Sunday 21 August 2022

One hundred years of one house in Chorlton ....... part 139 ….. just how many ways can you cook Parmigiana di melanzane?

The continuing story of the house Joe and Mary Ann Scott lived in for over 50 years and the families that have lived here since.*

Parmigiana di melanzane, 2021

I would be very surprised if Joe and Mary Ann ever came across aubergines.

Now I might be doing them a disservice, but they lived in our house from 1915 till 1973 which for most people in a tiny suburb of south Manchester was not a time of culinary adventure.

To be fair two world wars and a Depression were not conducive to exploring new foods cooked in different ways.

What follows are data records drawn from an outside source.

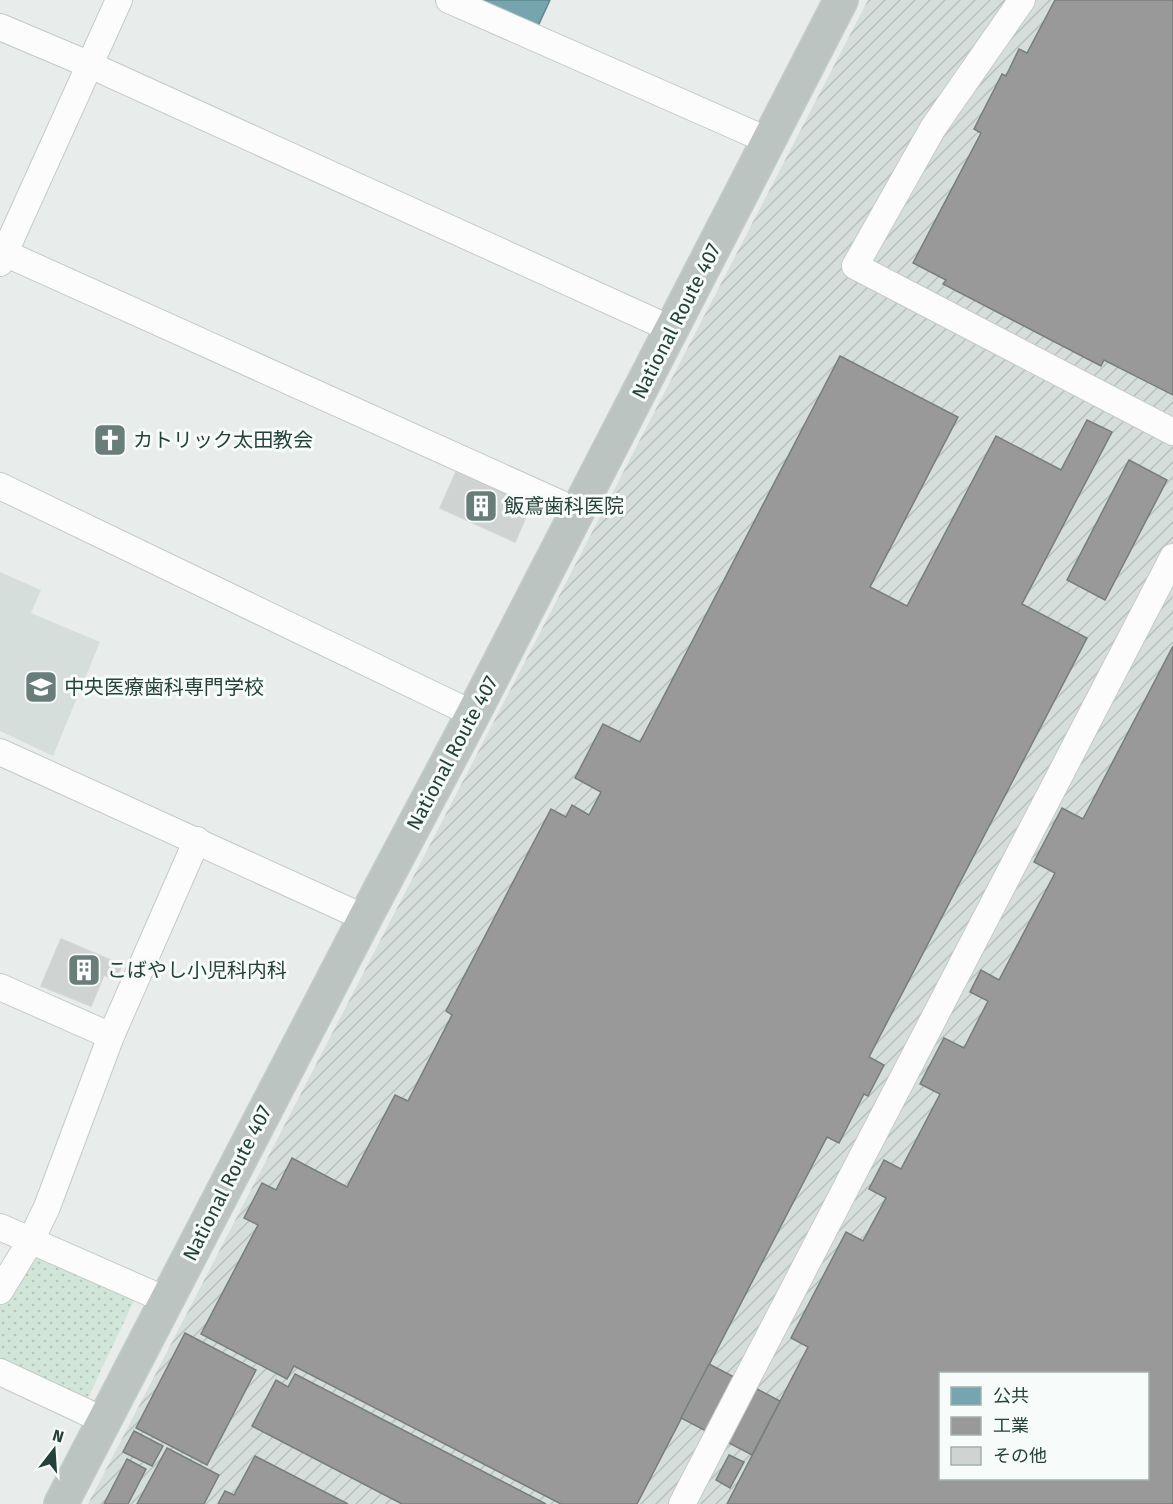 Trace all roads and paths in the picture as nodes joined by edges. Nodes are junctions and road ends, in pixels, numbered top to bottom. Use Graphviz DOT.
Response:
graph roads {
  1 [pos="119,0"];
  2 [pos="449,0"];
  3 [pos="841,0"];
  4 [pos="1022,0"];
  5 [pos="0,27"];
  6 [pos="90,65"];
  7 [pos="769,141"];
  8 [pos="1,256"];
  9 [pos="671,329"];
  10 [pos="1173,432"];
  11 [pos="0,486"];
  12 [pos="577,511"];
  13 [pos="1173,557"];
  14 [pos="473,714"];
  15 [pos="0,752"];
  16 [pos="196,840"];
  17 [pos="365,918"];
  18 [pos="0,987"];
  19 [pos="111,1036"];
  20 [pos="0,1227"];
  21 [pos="30,1242"];
  22 [pos="0,1291"];
  23 [pos="166,1300"];
  24 [pos="0,1372"];
  25 [pos="105,1421"];
  26 [pos="61,1504"];
  27 [pos="682,1504"];
  1 -- 6 [label="street"];
  2 -- 7 [label="street"];
  3 -- 7 [label="highway, National Route 407"];
  4 -- 10 [label="street"];
  5 -- 6 [label="street"];
  6 -- 8 [label="street"];
  6 -- 9 [label="street"];
  7 -- 9 [label="highway, National Route 407"];
  8 -- 12 [label="street"];
  9 -- 12 [label="highway, National Route 407"];
  11 -- 14 [label="street"];
  12 -- 14 [label="highway, National Route 407"];
  13 -- 27 [label="street"];
  14 -- 17 [label="highway, National Route 407"];
  15 -- 16 [label="street"];
  16 -- 17 [label="street"];
  16 -- 19 [label="street"];
  17 -- 23 [label="highway, National Route 407"];
  18 -- 19 [label="street"];
  19 -- 21 [label="street"];
  20 -- 21 [label="street"];
  21 -- 22 [label="street"];
  21 -- 23 [label="street"];
  23 -- 25 [label="highway, National Route 407"];
  24 -- 25 [label="street"];
  25 -- 26 [label="highway, National Route 407"];
} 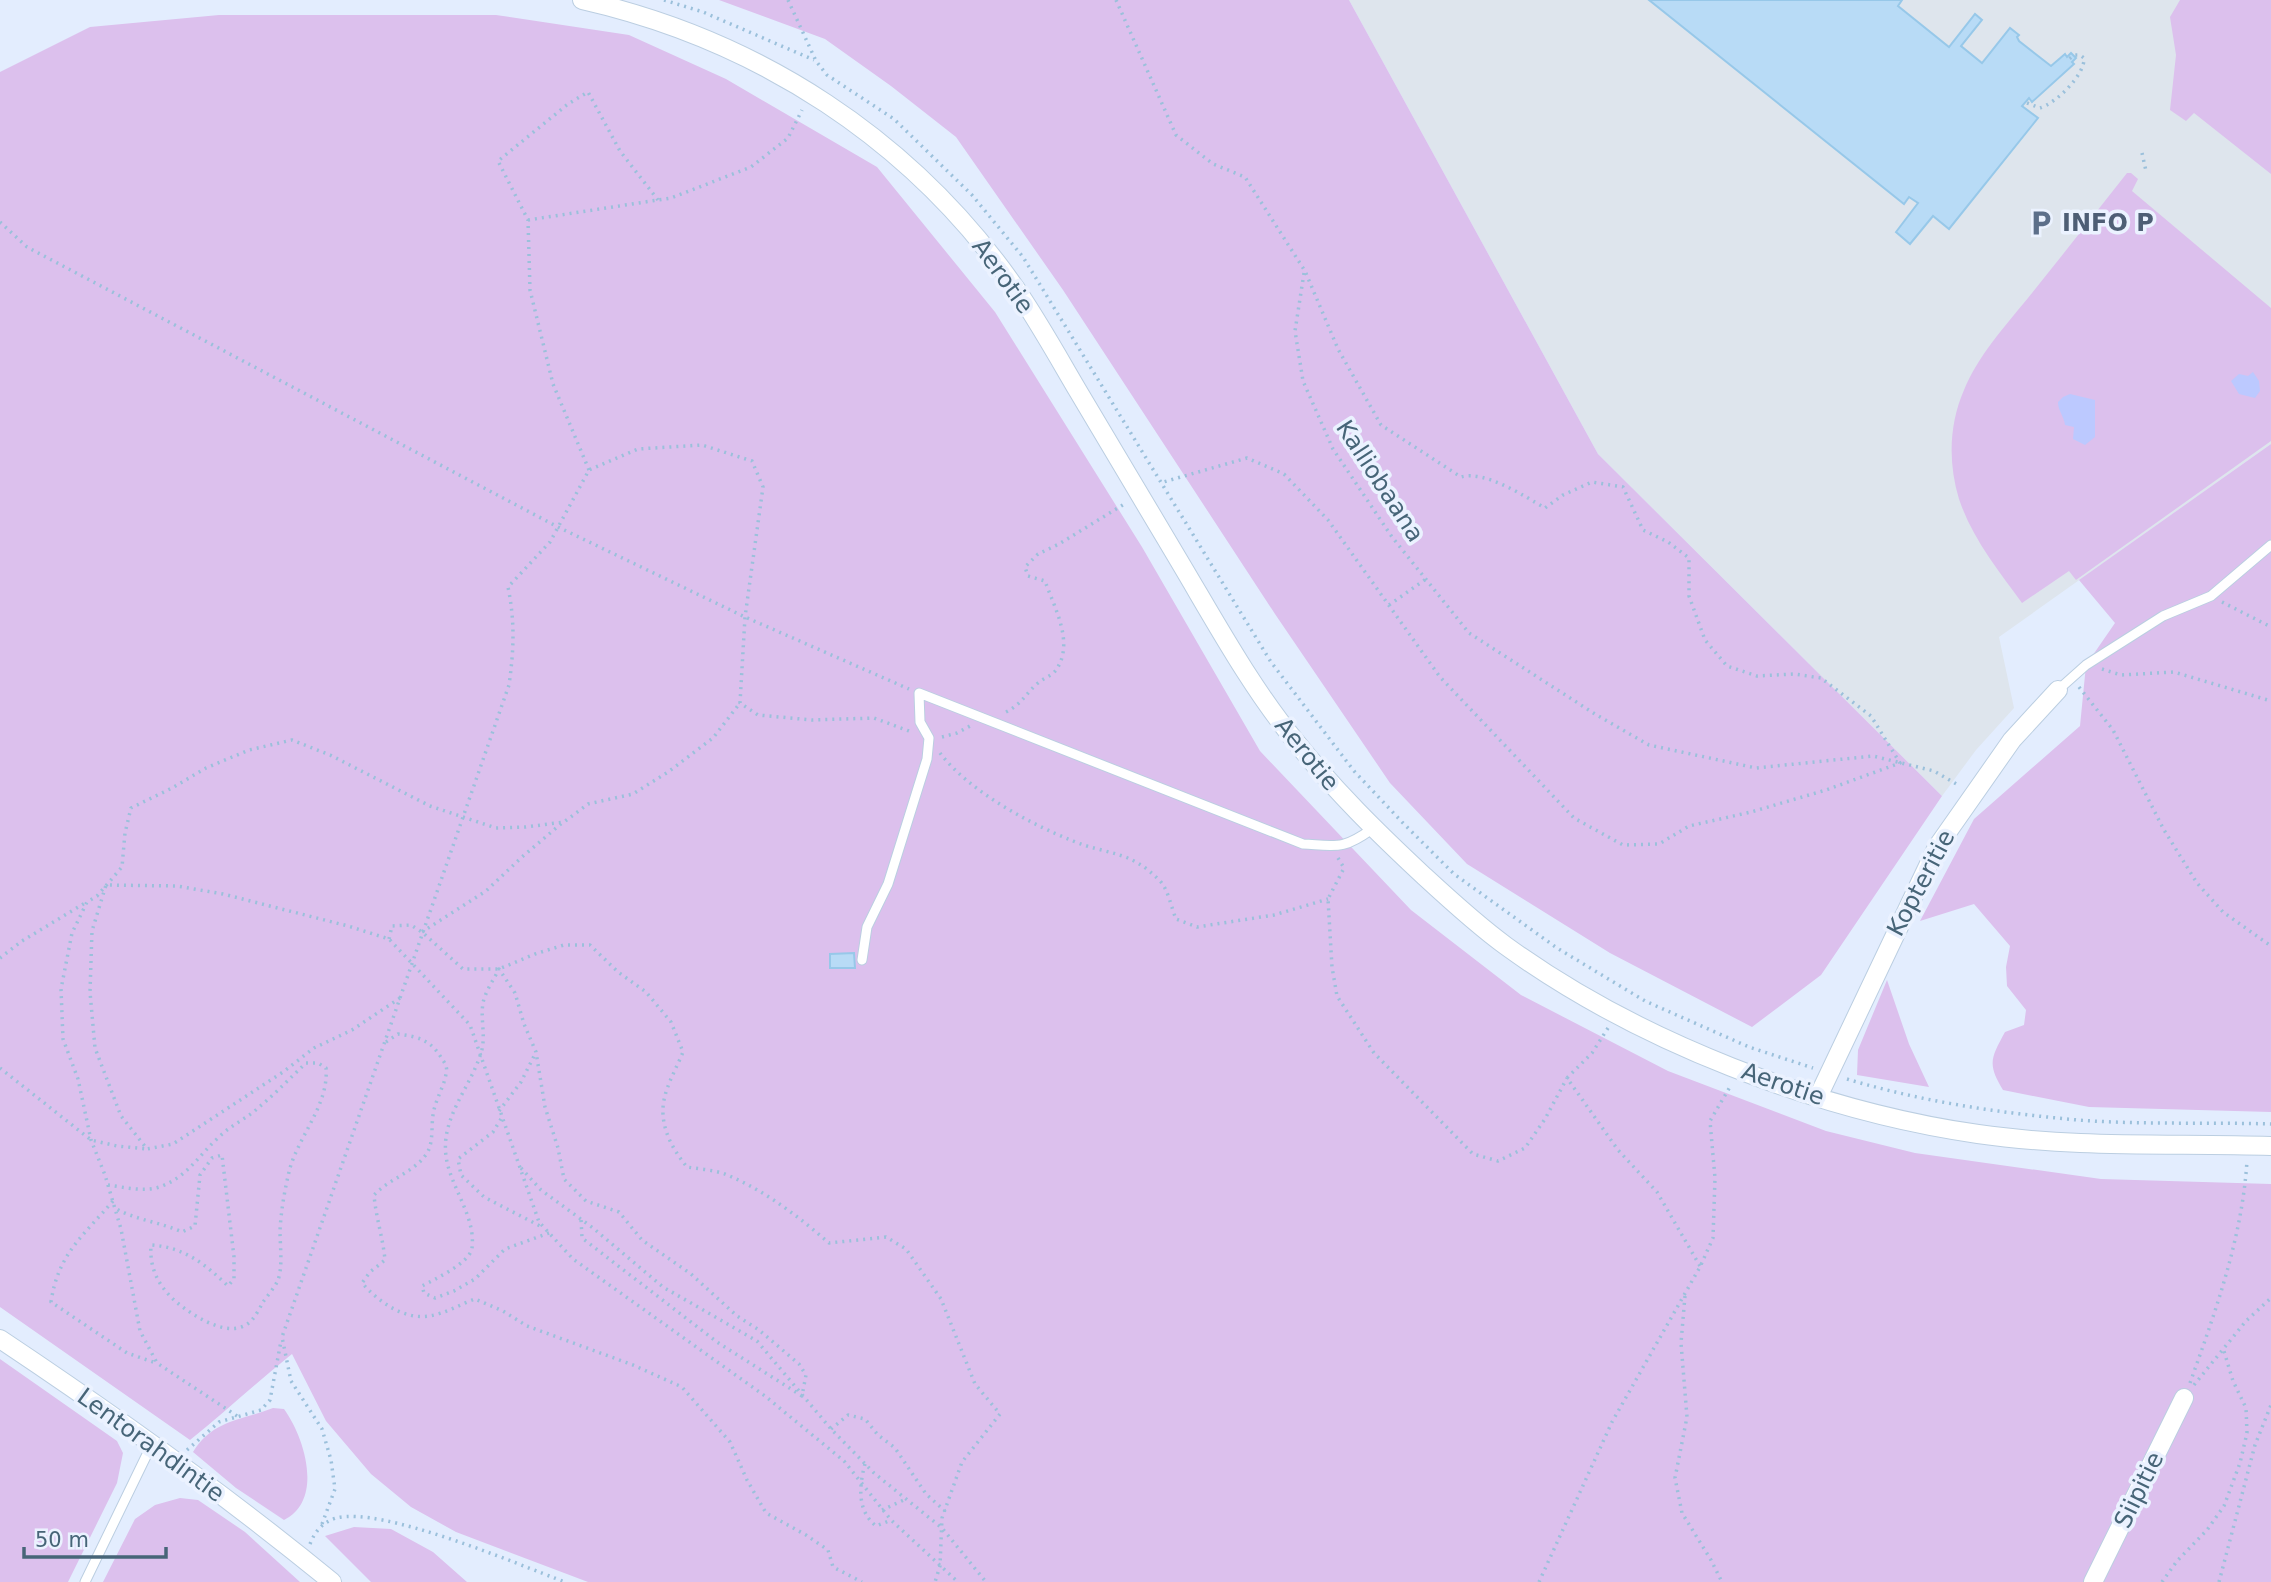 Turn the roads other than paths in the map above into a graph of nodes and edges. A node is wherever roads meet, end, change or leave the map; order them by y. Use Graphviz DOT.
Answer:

And here I can’t be sniffy because my experience of aubergines was very late in coming and only happened in the 1980s when I first started going to Greece.

I don’t count my student flirtation with tinned ratatouille which came from the local independent supermarket on Burton Road and contained a smidgen of aubergines.

Parmigiiana di maelanzane, 2022
After Greece it would be another two decades before I came across Parmigiana di melanzane made by Tina’s mum in the family kitchen in Varese, just north of Milan.

This was a revelation.  You take slices of aubergine, fry them in olive oil with or with out a dusting of egg and flour, then layer them alternatively with mozzarella cheese in a dish, top with tomato sauce and bake in the oven.

And after a decent interval they came to Scott’s house, but my attempts while good do not compare with Rosa’s who was born in Naples in 1940 and has been making the dish from as soon as she could.

This week she varied it, telling me that this was not the Neapolitan way but a version from Calabria.

The aubergines were sliced in two, the contents cut in criss crosses thane covered with mozzarella, cover in sauce and wacked in the oven.

It’s the way they are served in restaurants I guess because it is quicker, but as nice as it was I prefer the other way.

fagioli e pasta, 2022
At which point someone will mutter so what, or complain that this has little to do with a century of one house in Chorlton, but I think it does.

Partly because it demonstrates how our tastes have changed over that century, highlighting the growing availability of different foods, but also the culinary adventure many of us who grew up in the 1950s now take for granted.

Of course Brexit and rising inflation may dampen that demand, but those experiences are now out there.

To which I can now add another favourite which is fagioli e pasta, or beans and pasta, which is cheap, filling and nutritious, and a dish which its British variations might pull on potatoes rather than pasta and so tick a meal Joe and Mary Ann might have been familiar with.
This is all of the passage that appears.